### What this task involves
Restate the data below word for word, keeping each line intact.

-- Opening Marker --

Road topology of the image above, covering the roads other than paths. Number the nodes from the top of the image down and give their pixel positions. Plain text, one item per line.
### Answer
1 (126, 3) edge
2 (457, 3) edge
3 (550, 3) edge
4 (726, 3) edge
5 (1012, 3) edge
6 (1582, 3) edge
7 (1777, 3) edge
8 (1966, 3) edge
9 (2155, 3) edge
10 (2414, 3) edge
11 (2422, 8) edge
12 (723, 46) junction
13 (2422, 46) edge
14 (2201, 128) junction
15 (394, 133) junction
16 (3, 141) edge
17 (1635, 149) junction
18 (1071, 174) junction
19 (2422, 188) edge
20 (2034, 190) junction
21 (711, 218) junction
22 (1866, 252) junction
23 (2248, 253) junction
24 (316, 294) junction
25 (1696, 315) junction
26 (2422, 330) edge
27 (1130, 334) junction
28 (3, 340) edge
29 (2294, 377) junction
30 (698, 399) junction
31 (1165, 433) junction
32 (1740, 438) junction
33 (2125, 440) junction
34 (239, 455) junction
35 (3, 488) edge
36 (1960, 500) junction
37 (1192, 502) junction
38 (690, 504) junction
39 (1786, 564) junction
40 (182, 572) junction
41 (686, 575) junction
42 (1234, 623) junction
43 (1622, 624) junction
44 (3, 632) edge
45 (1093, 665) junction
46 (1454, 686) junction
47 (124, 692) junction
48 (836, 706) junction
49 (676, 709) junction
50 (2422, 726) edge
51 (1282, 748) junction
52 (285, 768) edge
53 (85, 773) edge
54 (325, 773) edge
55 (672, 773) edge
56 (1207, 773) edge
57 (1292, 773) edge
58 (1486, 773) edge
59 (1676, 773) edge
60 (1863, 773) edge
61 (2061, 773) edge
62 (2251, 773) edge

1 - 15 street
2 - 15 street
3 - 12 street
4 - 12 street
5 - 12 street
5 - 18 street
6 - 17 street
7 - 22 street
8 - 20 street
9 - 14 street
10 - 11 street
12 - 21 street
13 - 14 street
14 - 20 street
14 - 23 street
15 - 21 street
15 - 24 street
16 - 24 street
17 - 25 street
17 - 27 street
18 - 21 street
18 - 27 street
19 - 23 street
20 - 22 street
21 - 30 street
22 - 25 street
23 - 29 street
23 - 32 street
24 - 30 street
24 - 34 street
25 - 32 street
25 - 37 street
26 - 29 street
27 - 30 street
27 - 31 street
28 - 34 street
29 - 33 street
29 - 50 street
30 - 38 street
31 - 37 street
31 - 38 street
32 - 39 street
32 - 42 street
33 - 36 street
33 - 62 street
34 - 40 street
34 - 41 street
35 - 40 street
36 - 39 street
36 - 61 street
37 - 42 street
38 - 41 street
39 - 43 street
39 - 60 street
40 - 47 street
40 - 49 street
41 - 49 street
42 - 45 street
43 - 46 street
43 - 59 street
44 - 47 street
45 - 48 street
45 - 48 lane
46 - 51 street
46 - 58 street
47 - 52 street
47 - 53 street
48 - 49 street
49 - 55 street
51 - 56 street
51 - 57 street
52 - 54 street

-- Closing Marker --

### Exercise response
Road topology of the image above, covering the roads other than paths. Number the nodes from the top of the image down and give their pixel positions. Plain text, one item per line.
### Answer
1 (126, 3) edge
2 (457, 3) edge
3 (550, 3) edge
4 (726, 3) edge
5 (1012, 3) edge
6 (1582, 3) edge
7 (1777, 3) edge
8 (1966, 3) edge
9 (2155, 3) edge
10 (2414, 3) edge
11 (2422, 8) edge
12 (723, 46) junction
13 (2422, 46) edge
14 (2201, 128) junction
15 (394, 133) junction
16 (3, 141) edge
17 (1635, 149) junction
18 (1071, 174) junction
19 (2422, 188) edge
20 (2034, 190) junction
21 (711, 218) junction
22 (1866, 252) junction
23 (2248, 253) junction
24 (316, 294) junction
25 (1696, 315) junction
26 (2422, 330) edge
27 (1130, 334) junction
28 (3, 340) edge
29 (2294, 377) junction
30 (698, 399) junction
31 (1165, 433) junction
32 (1740, 438) junction
33 (2125, 440) junction
34 (239, 455) junction
35 (3, 488) edge
36 (1960, 500) junction
37 (1192, 502) junction
38 (690, 504) junction
39 (1786, 564) junction
40 (182, 572) junction
41 (686, 575) junction
42 (1234, 623) junction
43 (1622, 624) junction
44 (3, 632) edge
45 (1093, 665) junction
46 (1454, 686) junction
47 (124, 692) junction
48 (836, 706) junction
49 (676, 709) junction
50 (2422, 726) edge
51 (1282, 748) junction
52 (285, 768) edge
53 (85, 773) edge
54 (325, 773) edge
55 (672, 773) edge
56 (1207, 773) edge
57 (1292, 773) edge
58 (1486, 773) edge
59 (1676, 773) edge
60 (1863, 773) edge
61 (2061, 773) edge
62 (2251, 773) edge

1 - 15 street
2 - 15 street
3 - 12 street
4 - 12 street
5 - 12 street
5 - 18 street
6 - 17 street
7 - 22 street
8 - 20 street
9 - 14 street
10 - 11 street
12 - 21 street
13 - 14 street
14 - 20 street
14 - 23 street
15 - 21 street
15 - 24 street
16 - 24 street
17 - 25 street
17 - 27 street
18 - 21 street
18 - 27 street
19 - 23 street
20 - 22 street
21 - 30 street
22 - 25 street
23 - 29 street
23 - 32 street
24 - 30 street
24 - 34 street
25 - 32 street
25 - 37 street
26 - 29 street
27 - 30 street
27 - 31 street
28 - 34 street
29 - 33 street
29 - 50 street
30 - 38 street
31 - 37 street
31 - 38 street
32 - 39 street
32 - 42 street
33 - 36 street
33 - 62 street
34 - 40 street
34 - 41 street
35 - 40 street
36 - 39 street
36 - 61 street
37 - 42 street
38 - 41 street
39 - 43 street
39 - 60 street
40 - 47 street
40 - 49 street
41 - 49 street
42 - 45 street
43 - 46 street
43 - 59 street
44 - 47 street
45 - 48 street
45 - 48 lane
46 - 51 street
46 - 58 street
47 - 52 street
47 - 53 street
48 - 49 street
49 - 55 street
51 - 56 street
51 - 57 street
52 - 54 street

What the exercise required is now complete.